Task to carry out: Of the lines listed below, return exactly those that run from the line containing "27, font1, p, 0.5f, 0);" through the line containing "p.setColor(0xFFEFEFEF);", both included.

Record set:
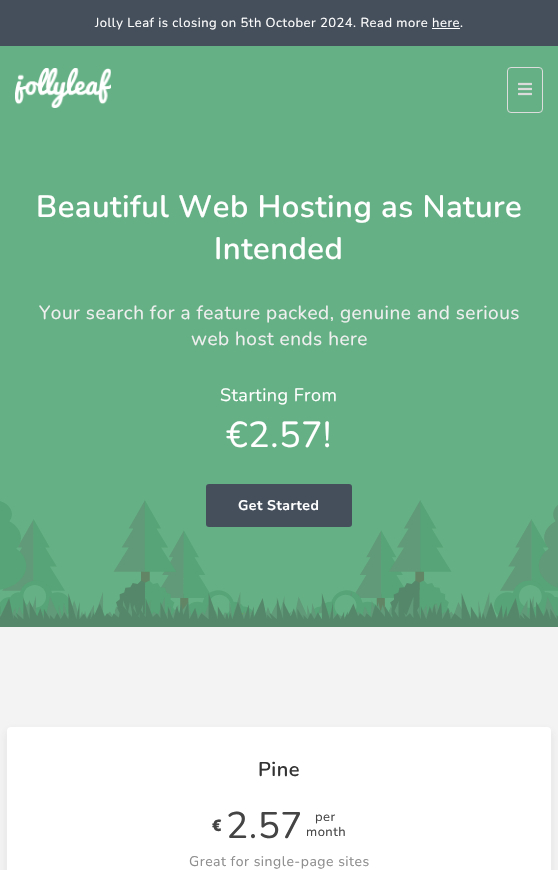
#include "include/core/SkBlurTypes.h"
#include "include/core/SkCanvas.h"
#include "include/core/SkData.h"
#include "include/core/SkFont.h"
#include "include/core/SkFontMgr.h"
#include "include/core/SkImage.h"
#include "include/core/SkMaskFilter.h"
#include "include/core/SkPaint.h"
#include "include/core/SkPathBuilder.h"
#include "include/core/SkTextBlob.h"
#include "include/effects/SkDashPathEffect.h"
#include "include/effects/SkGradientShader.h"
#include "include/utils/SkParsePath.h"

extern sk_sp<SkFontMgr> fontMgr;

void draw(SkCanvas* canvas) {
    SkPaint p;
    p.setAntiAlias(true);
    auto font = [&](const char* family, int weight, float size, bool italic = false) {
        SkFontStyle style(weight, SkFontStyle::kNormal_Width,
            italic ? SkFontStyle::kItalic_Slant : SkFontStyle::kUpright_Slant);
        SkFont result(fontMgr->matchFamilyStyle(family, style), size);
        result.setSubpixel(true);
        return result;
    };
    auto drawTracked = [&](const char* s, float x, float y, const SkFont& font, const SkPaint& ink, float letter, float word) {
        std::vector<SkGlyphID> glyphs(font.countText(s, strlen(s), SkTextEncoding::kUTF8));
        std::vector<float> xs(glyphs.size());
        font.textToGlyphs(s, strlen(s), SkTextEncoding::kUTF8, glyphs);
        font.getXPos(glyphs, xs, x);
        float extra = 0;
        for (size_t i = 0; i < glyphs.size(); i++) {
            xs[i] += extra;
            extra += letter + word * (glyphs[i] == font.unicharToGlyph(' '));
        }
        canvas->drawTextBlob(SkTextBlob::MakeFromPosHGlyphs(glyphs, xs, y, font), 0, 0, ink);
    };
    auto drawPhoto = [&](const char* path, float l, float t, float r, float b) {
        auto image = SkImages::DeferredFromEncodedData(SkData::MakeFromFileName(path));
        canvas->drawImageRect(image, SkRect::MakeLTRB(l, t, r, b), SkSamplingOptions());
    };
    canvas->clear(0xFF454F5C);
    auto font1 = font("Nunito", 400, 13);
    p.setColor(0xFFFFFFFF);
    drawTracked("Jolly Leaf is closing on 5th October 2024. Read more here.", 95, 27, font1, p, 0.5f, 0);
    canvas->drawRect(SkRect::MakeLTRB(432, 28, 460, 29), p);
    p.setColor(0xFF65B185);
    canvas->drawRect(SkRect::MakeLTRB(0, 46, 558, 627), p);
    drawPhoto("media/1.png", 15, 68, 111, 108);
    p.setStyle(SkPaint::kStroke_Style);
    p.setStrokeWidth(1);
    p.setColor(0xFFDDDDDD);
    canvas->drawRoundRect(SkRect::MakeLTRB(507.5f, 67.5f, 542.5f, 112.5f), 3.5f, 3.5f, p);
    drawPhoto("media/2.png", 518, 82, 532, 96);
    drawPhoto("media/3.png", 0, 500, 558, 627);
    auto font2 = font("Nunito", 600, 31);
    p.setStyle(SkPaint::kFill_Style);
    p.setColor(0xFFFFFFFF);
    drawTracked("Beautiful Web Hosting as Nature", 36, 217, font2, p, 0.5f, 0);
    drawTracked("Intended", 214, 259, font2, p, 0.5f, 0);
    auto font3 = font("Nunito", 400, 19);
    p.setColor(0xFFEFEFEF);
    drawTracked("Your search for a feature packed, genuine and serious", 39, 319, font3, p, 0.5f, 0);
    drawTracked("web host ends here", 191, 345, font3, p, 0.5f, 0);
    auto font4 = font("Nunito", 400, 18);
    p.setColor(0xFFFFFFFF);
    drawTracked("Starting From", 220, 401, font4, p, 0.5f, 0);
    auto font5 = font("Nunito", 400, 36);
    drawTracked("€2.57!", 226, 447, font5, p, 0.5f, 0);
    p.setColor(0xFF454F5C);
    canvas->drawRoundRect(SkRect::MakeLTRB(206, 484, 352, 527), 3, 3, p);
    auto font6 = font("Nunito", 700, 14);
    p.setColor(0xFFFFFFFF);
    drawTracked("Get Started", 238, 510, font6, p, 0.5f, 0);
    p.setColor(0xFFF3F3F3);
    canvas->drawRect(SkRect::MakeLTRB(0, 627, 558, 870), p);
    p.setColor(0x1A484654);
    p.setMaskFilter(SkMaskFilter::MakeBlur(kNormal_SkBlurStyle, 4));
    canvas->drawRoundRect(SkRect::MakeLTRB(7, 731, 551, 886), 4, 4, p);
    p.setMaskFilter(nullptr);
    p.setColor(0xFFFFFFFF);
    canvas->drawRoundRect(SkRect::MakeLTRB(7, 727, 551, 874), 4, 4, p);
    auto font7 = font("Nunito", 600, 20);
    p.setColor(0xFF333333);
    drawTracked("Pine", 258, 776, font7, p, 0.5f, 0);
    auto font8 = font("Noto Sans", 900, 16);
    p.setColor(0xFF444444);
    drawTracked("€", 212, 831, font8, p, 0.5f, 0);
    auto font9 = font("Nunito", 400, 37);
    drawTracked("2.57", 226, 838, font9, p, 0.5f, 0);
    drawTracked("per", 315, 821, font1, p, 0.5f, 0);
    drawTracked("month", 306, 836, font1, p, 0.5f, 0);
    auto font10 = font("Nunito", 400, 14);
    p.setColor(0xFF8E8E8E);
    drawTracked("Great for single-page sites", 189, 866, font10, p, 0.5f, 0);
}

Reply to the exercise:
    drawTracked("Jolly Leaf is closing on 5th October 2024. Read more here.", 95, 27, font1, p, 0.5f, 0);
    canvas->drawRect(SkRect::MakeLTRB(432, 28, 460, 29), p);
    p.setColor(0xFF65B185);
    canvas->drawRect(SkRect::MakeLTRB(0, 46, 558, 627), p);
    drawPhoto("media/1.png", 15, 68, 111, 108);
    p.setStyle(SkPaint::kStroke_Style);
    p.setStrokeWidth(1);
    p.setColor(0xFFDDDDDD);
    canvas->drawRoundRect(SkRect::MakeLTRB(507.5f, 67.5f, 542.5f, 112.5f), 3.5f, 3.5f, p);
    drawPhoto("media/2.png", 518, 82, 532, 96);
    drawPhoto("media/3.png", 0, 500, 558, 627);
    auto font2 = font("Nunito", 600, 31);
    p.setStyle(SkPaint::kFill_Style);
    p.setColor(0xFFFFFFFF);
    drawTracked("Beautiful Web Hosting as Nature", 36, 217, font2, p, 0.5f, 0);
    drawTracked("Intended", 214, 259, font2, p, 0.5f, 0);
    auto font3 = font("Nunito", 400, 19);
    p.setColor(0xFFEFEFEF);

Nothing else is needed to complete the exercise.